* I have rewritten the post so that the proof is correct. *

This problem is a bit hard, but following the Polya dictum, here is the answer to an apparently easier one: yes, if circles are replaced with parallel squares, and moreover, a suitable version of the greedy algorithm works.

**Theorem.** *Let R be an $a$ by $b$ rectangle with $b\leq a\leq 2b.$ Any set of squares of total area at most $ab/2$ can be packed into R.* (All rectangles and squares are assumed to be oriented parallel to the coordinate axes throughout.)

**Corollary 1.** *A finite set of squares of total area 1 can be packed into a square of area 2.*

**Corollary 2.** *A finite set of circles of total area 1 can be packed into a circle of area 4.*

*Proof of Corollary 2.* Replace each circle of diameter $d$ with a square of size $d$. Pack the squares into a square of double their total area, then circumscribe a circle C around it. The inscribed circles of the small squares have given radii, disjoint interiors, and the area of C is four times the total area of the given circles. $\square$

*Proof of Theorem.* The proof is by induction on the number of squares and uses the Packing Lemma below. Suppose that the largest square has size $c.$ Since $c^2\leq ab/2\leq b^2,$ we get $c\leq b.$ Split the rectangle R into two rectangles R' and R'' of the same height $b$ and of widths $c$ and $a-c$.

Case 1. If $c\leq a-b/2$ then the dimensions of the right rectangle R'' satisfy the conditions of the theorem, because $b/2\leq a-c\leq 2b.$ By the Packing Lemma, at least half the area of the left rectangle R' can be packed, starting with the $c$ square. The remaining squares are fewer in number and constitute at most half the area of R''. By the inductive assumption, they can be packed into R''.
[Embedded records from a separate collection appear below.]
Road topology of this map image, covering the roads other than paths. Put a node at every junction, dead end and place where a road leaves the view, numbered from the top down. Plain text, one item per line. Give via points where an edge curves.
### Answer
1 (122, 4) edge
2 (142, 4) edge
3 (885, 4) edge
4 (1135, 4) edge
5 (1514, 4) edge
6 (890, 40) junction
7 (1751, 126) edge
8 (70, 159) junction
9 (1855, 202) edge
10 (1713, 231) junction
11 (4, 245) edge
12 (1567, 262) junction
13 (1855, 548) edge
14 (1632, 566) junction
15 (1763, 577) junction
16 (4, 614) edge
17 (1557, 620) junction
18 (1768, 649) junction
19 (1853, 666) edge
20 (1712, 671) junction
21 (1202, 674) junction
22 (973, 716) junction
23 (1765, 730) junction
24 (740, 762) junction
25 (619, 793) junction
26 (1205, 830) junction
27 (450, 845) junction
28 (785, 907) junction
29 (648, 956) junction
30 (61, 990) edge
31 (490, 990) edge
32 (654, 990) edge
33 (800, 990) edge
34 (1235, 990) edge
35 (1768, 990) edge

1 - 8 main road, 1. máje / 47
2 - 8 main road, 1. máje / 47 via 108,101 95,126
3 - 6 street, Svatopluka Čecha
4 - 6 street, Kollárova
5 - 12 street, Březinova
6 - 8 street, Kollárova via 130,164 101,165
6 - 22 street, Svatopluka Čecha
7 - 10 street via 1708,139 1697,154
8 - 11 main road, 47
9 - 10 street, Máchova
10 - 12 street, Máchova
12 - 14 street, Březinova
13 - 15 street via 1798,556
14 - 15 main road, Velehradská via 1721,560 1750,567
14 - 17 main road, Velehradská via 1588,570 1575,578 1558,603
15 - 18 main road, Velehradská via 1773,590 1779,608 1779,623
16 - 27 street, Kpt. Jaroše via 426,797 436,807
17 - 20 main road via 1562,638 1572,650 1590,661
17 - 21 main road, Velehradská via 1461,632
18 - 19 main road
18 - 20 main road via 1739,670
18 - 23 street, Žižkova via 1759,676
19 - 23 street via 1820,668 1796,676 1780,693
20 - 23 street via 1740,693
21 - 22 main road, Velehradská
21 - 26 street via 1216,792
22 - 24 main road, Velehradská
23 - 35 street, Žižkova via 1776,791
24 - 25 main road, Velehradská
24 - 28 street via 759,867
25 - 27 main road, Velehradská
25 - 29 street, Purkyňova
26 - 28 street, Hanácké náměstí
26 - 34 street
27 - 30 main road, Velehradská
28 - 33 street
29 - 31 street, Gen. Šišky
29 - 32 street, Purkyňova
Case 2. If $c\geq a-b/2$ then $b\geq 2(a-c)$ and R'' contains a subrectangle R''' of height $2(a-c)$ and width $a-c$, to which the theorem applies. Pack the $c$ square into R'. Since $c^2+(a-c)^2\geq a^2/2\geq ab/2,$ the remaining squares have total area at most $(a-c)^2$ and can be packed into R''' by the inductive assumption. $\square$

**Packing Lemma.** *Let R be a $c$ by $b$ rectangle, $c\leq b$, and F be a finite set of squares with the total area at least half the area of R and the largest square of size $c$. Then a subset of F containing the $c$ square can be packed into R so that it covers at least half the area of R. *

*Proof. * Induction in the number of squares in F. Cut the rectangle R into a sequence of horizontal strips of width $c$, starting with the $c$ square at the top. The height of each subsequent strip is the size of the largest unused square, which is placed at the left end. By the inductive assumption, at least half of the strip, area-wise, can be packed with squares from F. Continue the process until the height of the remaining part of R ("the bottom strip") becomes less than $c$, and hence its area less than $c^2.$ At this point at least half of the area of the intermediate strips has been covered, as well as the larger of the areas of the top and the bottom strip, so that at least half of R has been covered. $\square$

**Comment:** In the initial post, I said that the Packing Lemma easily implied the result for packing the square: order the squares by size and successively apply the lemma to pack vertical columns whose widths are determined by the largest square not yet packed, starting with the largest. While that argument had virtues of simplicity and presentability, it had an unfortunate drawback of being invalid. The columns are getting skinnier, so it may well happen that passing to the next column, the largest remaining square is too wide to fit, even though its area is a tiny proportion of the remaining area. Specific example: if one attempts to pack the squares of sizes 1/2, 1/3, 1/6+$\epsilon$, 1/6+$\epsilon$, 1/6 into the square of size $2\sqrt{2}/3+\epsilon<1$ following the naive algorithm then the first column has width 1/2 and contains the 1/2 square, the second column has width 1/3 and contains the next 3 squares (covering at least half the area in both cases), which leaves a narrow vertical strip of width less than 1/6 that cannot accommodate the remaining 1/6 square. By controlling the distortion (the ratio of width and height), we get a more natural result.